第29話 言葉を交わす人たち④
◆◆◆
この場で最も幼い外見の少女は相変わらず、長い黒髪と額に張った札を跳ねさせながらピョンピョンしていた。
俺の肉体が召喚された時に襲いかかって来た子だ。ペストマスクの取れた時に見た顔と同じなのですぐにわかった。
着衣は札を縫い合わせた生地をチャイナ風に仕立てており、暗器携帯のための収納性と、動きを阻害しない機能性を感じさせる割には、両袖は長いわ太いわのダボダボで、動くたびに中に仕込んだ金属製の品々がジャラジャラと音を立てていた。
「さて、君の番だよ。お名前、言えるかな?」
キョンシーに限らず、アンデッドが生前の知性を失うのは珍しくないらしい。しかし、これはどちらかというと幼児退行のように見える。極力、子供と接するようにした方が良い気がした。
しかし、待てど暮らせどキョンシーは跳んでばかりで、はしゃぎっ放し。本当に知能が無いのか、演技なのか、そもそも俺が見えているのかすらも判然としない。
そもそもついでに、彼女は俺の召喚を何らかの方法で予期し、土壇場で後の先をとる形で俺を殺しにかかった刺客だ。そんな用意の良い歓迎は敵対勢力……。

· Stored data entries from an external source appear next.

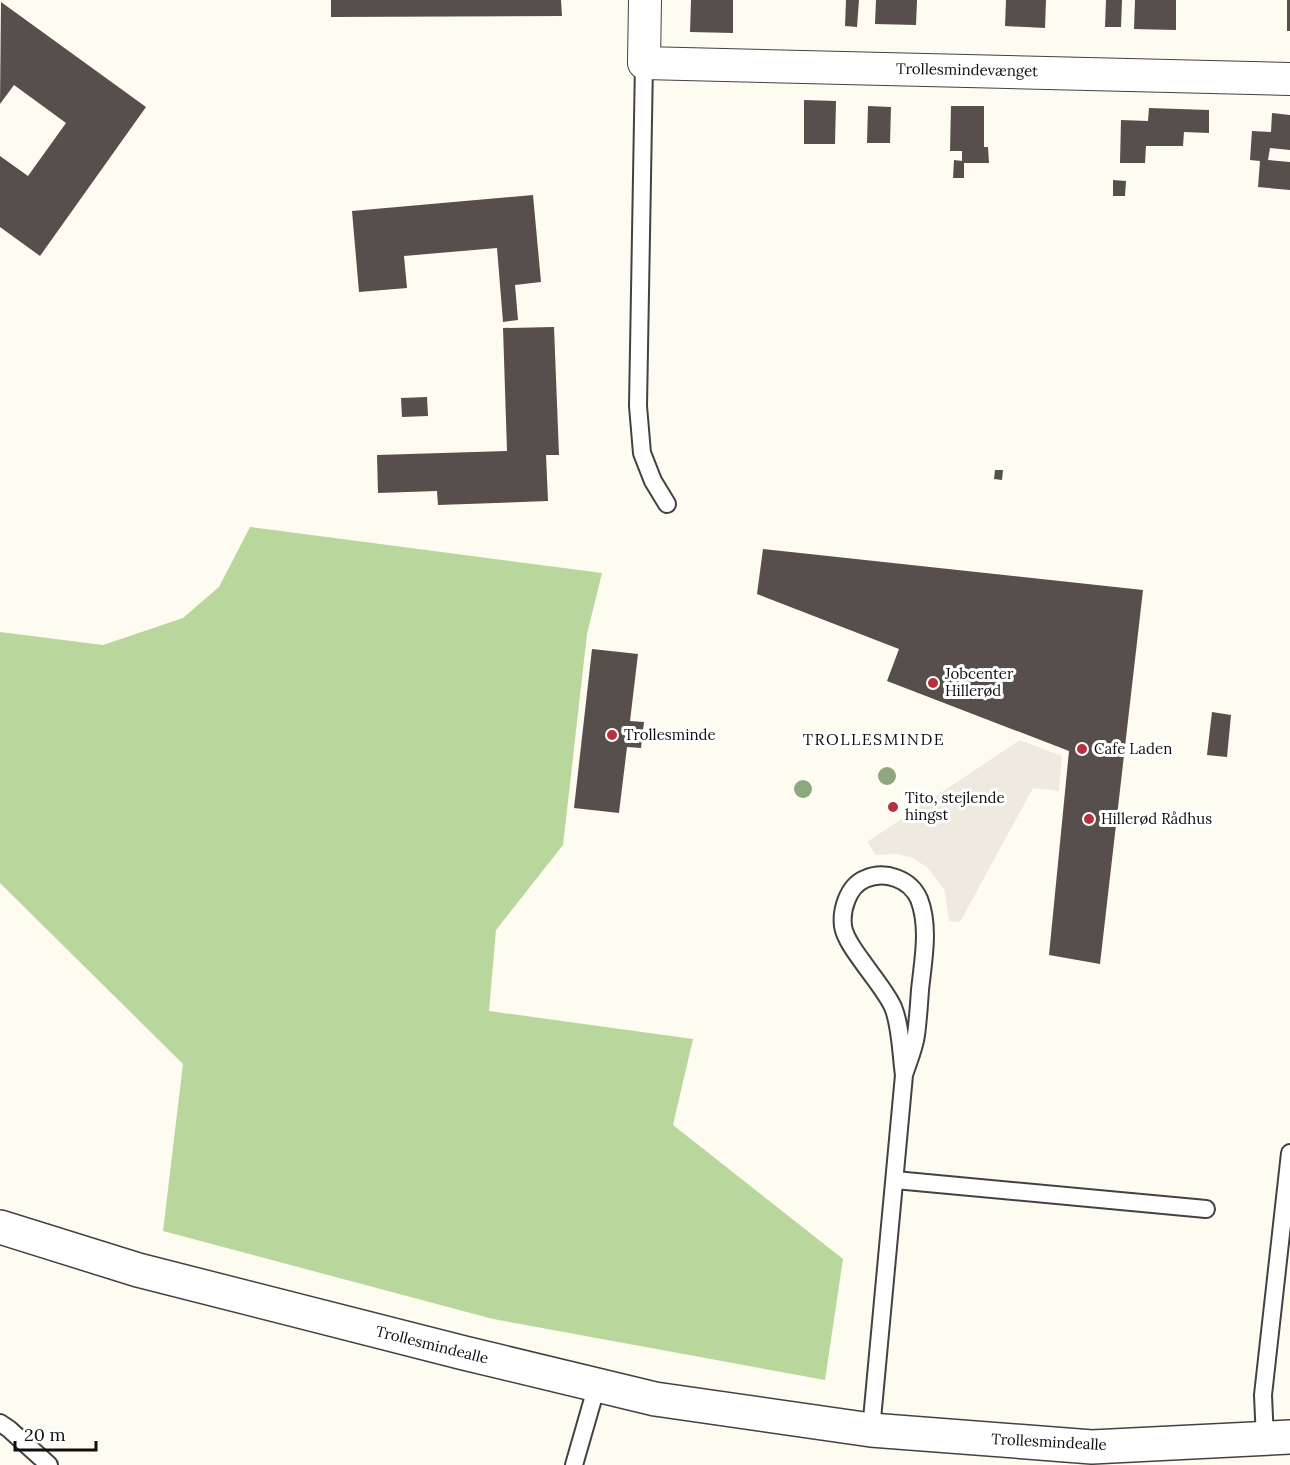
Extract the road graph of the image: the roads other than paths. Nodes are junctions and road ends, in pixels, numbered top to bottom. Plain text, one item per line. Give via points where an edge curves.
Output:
1 (645, 0) edge
2 (644, 63) junction
3 (1290, 79) edge
4 (667, 504) dead end
5 (904, 1075) junction
6 (1290, 1153) edge
7 (895, 1180) junction
8 (1206, 1209) dead end
9 (0, 1227) edge
10 (597, 1385) junction
11 (0, 1423) edge
12 (871, 1430) junction
13 (1277, 1439) edge
14 (1072, 1455) edge
15 (49, 1465) edge
16 (574, 1465) edge

1 - 2 street
2 - 3 street, Trollesmindevænget
2 - 4 lane via 638,406 642,453
5 - 5 lane via 893,1007 843,928 843,910 850,892 864,879 888,875 907,883 918,898 925,922 916,1037
5 - 7 lane
6 - 13 lane, Trollesmindealle via 1263,1395
7 - 8 lane
7 - 12 lane
9 - 10 street, Trollesmindealle via 138,1270
10 - 12 street, Trollesmindealle via 655,1399
10 - 16 lane
11 - 15 lane
12 - 14 street, Trollesmindealle
13 - 14 street, Trollesmindealle via 1092,1447

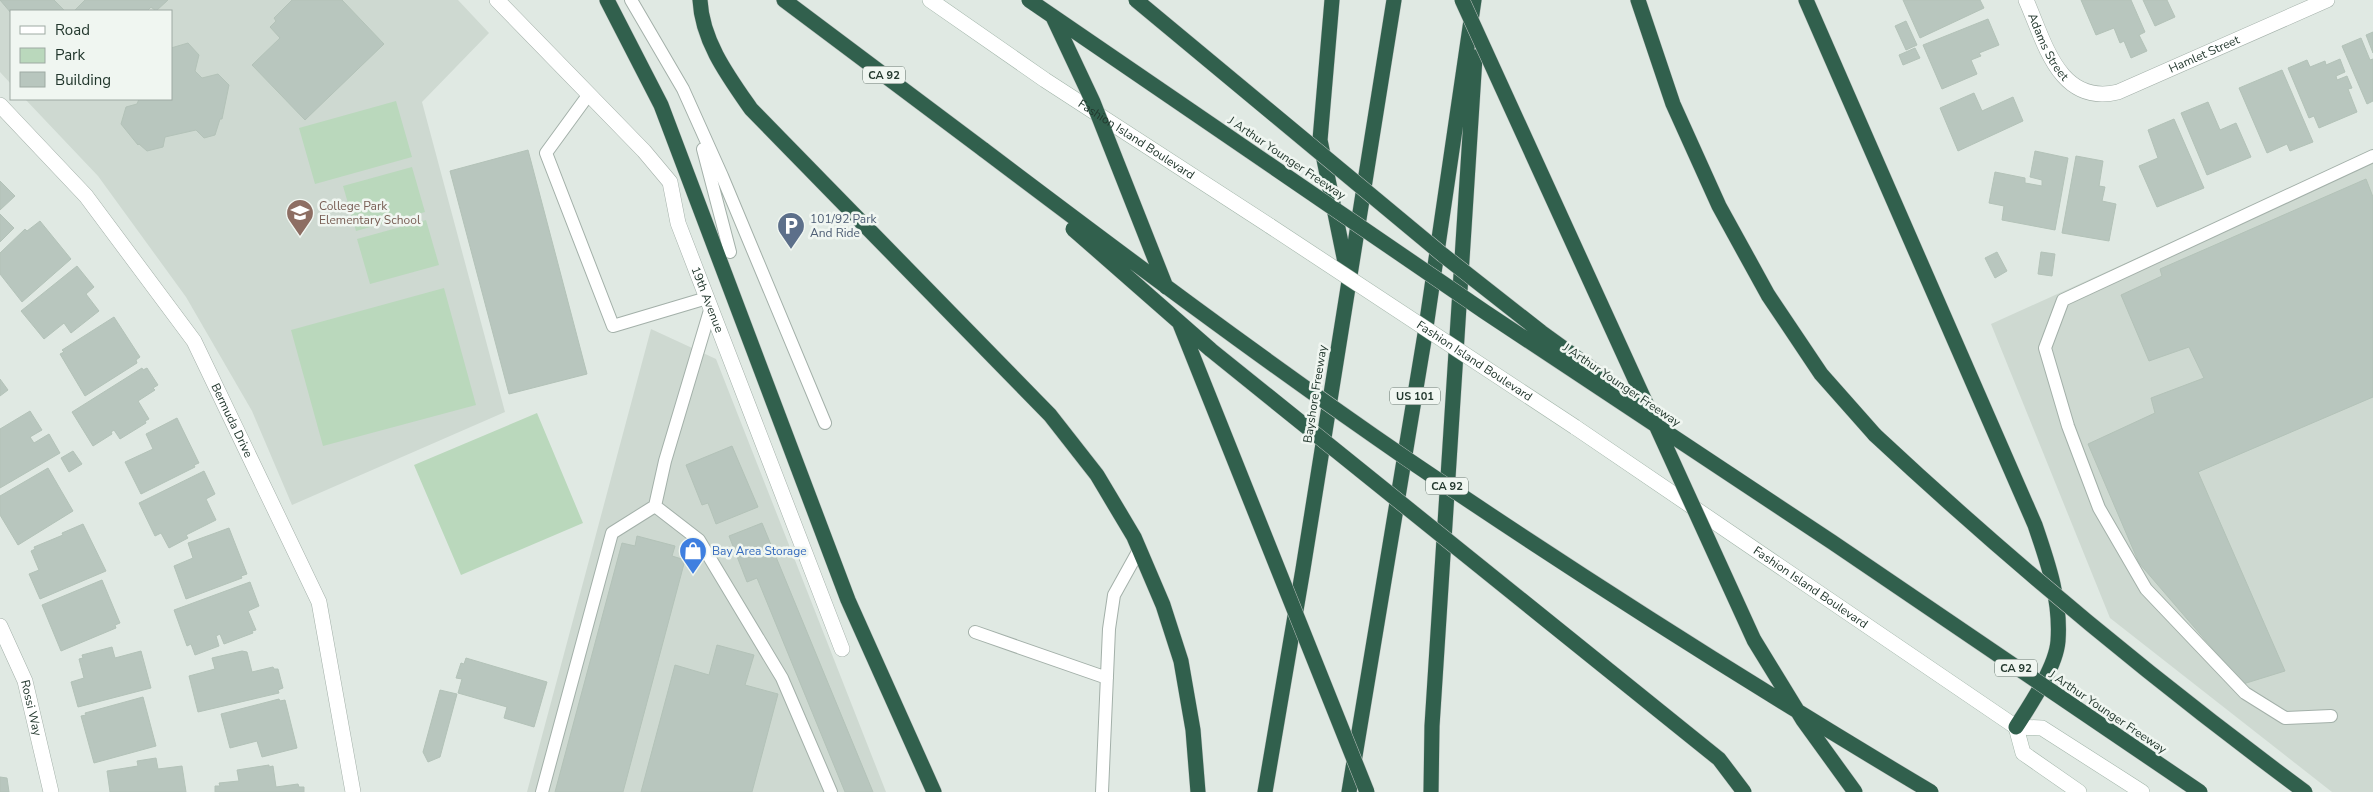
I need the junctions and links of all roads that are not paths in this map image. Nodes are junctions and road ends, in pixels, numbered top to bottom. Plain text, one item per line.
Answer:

いや、俺は自爆して味方を巻き込んだから、それを予見した味方だろうか?
推測が一周回ってしまった。
「この子と知り合いの人は手を挙げて」
当然、いないよなあ。
味方ならある意味とても心強いが、何にせよ、最悪を想定しなければならないだろう。
敵だとして、今はとぼけているだけで、実は正気を保っているとか。となると、目下、気になる点がある。
「レツィスさん、遠隔地の個人と五感を共有する術や道具ってご存知ですか?」
「生憎、魔法に明るくなく……。そういったことは、ミア様の方がお詳しいかと」
「ミア……ああ、瓦礫漁ってる人か……」
「まさか、この子が?」
「注意した方がいいって話で、確信があるわけじゃないです。俺はこの子のことを知っておきたいので、ミアさんに聞いてもらってもいいですか?」
「その可能性は考慮に値しません」
「うお!? 誰!?」
「あら、ミア様ですか?」
気付かぬ内に、
「……こんな格好だったっけ?」
指輪に腕輪、その他装飾品など、瓦礫漁りで入手した装備や書物を身に着けて、というか、もはや埋もれて別人のような外観になっていた。
俺の指摘を意に介さず、ミアは解説を始めた。
「術、道具の所持、移植、魔物の寄生、憑依など、ご指摘されていた効果が期待される手段はありますが、得られた証言や状況を加味すれば、彼女は一度、塵に還っています。前述の処置は全て白紙に戻っていると考えるのが妥当でしょう。そこでもがいている死霊術師が一枚噛んでいなければですが」
ミアは、チラッと暴れる喪服に目を向けた後、キョンシーを見やる。
相変わらずピョンピョンしている姿に、軽く溜め息をついて、話に戻る。
「……まあ、これだけ言及しても特段反応が変化していませんので、無関係か、今の推測がむしろ好都合なのか、あるいは技術はあっても使いこなせない馬鹿なので、警戒はしても、相手にする必要はないかと。それと、ミア・セミオーレ。魔法使いです。以上。では」
そう言い残し、ミアは頭を下げ、ここに来たついでと言わんばかりに自分をアンデッド化させた巻物を拾い上げ、再び瓦礫漁りに着手した。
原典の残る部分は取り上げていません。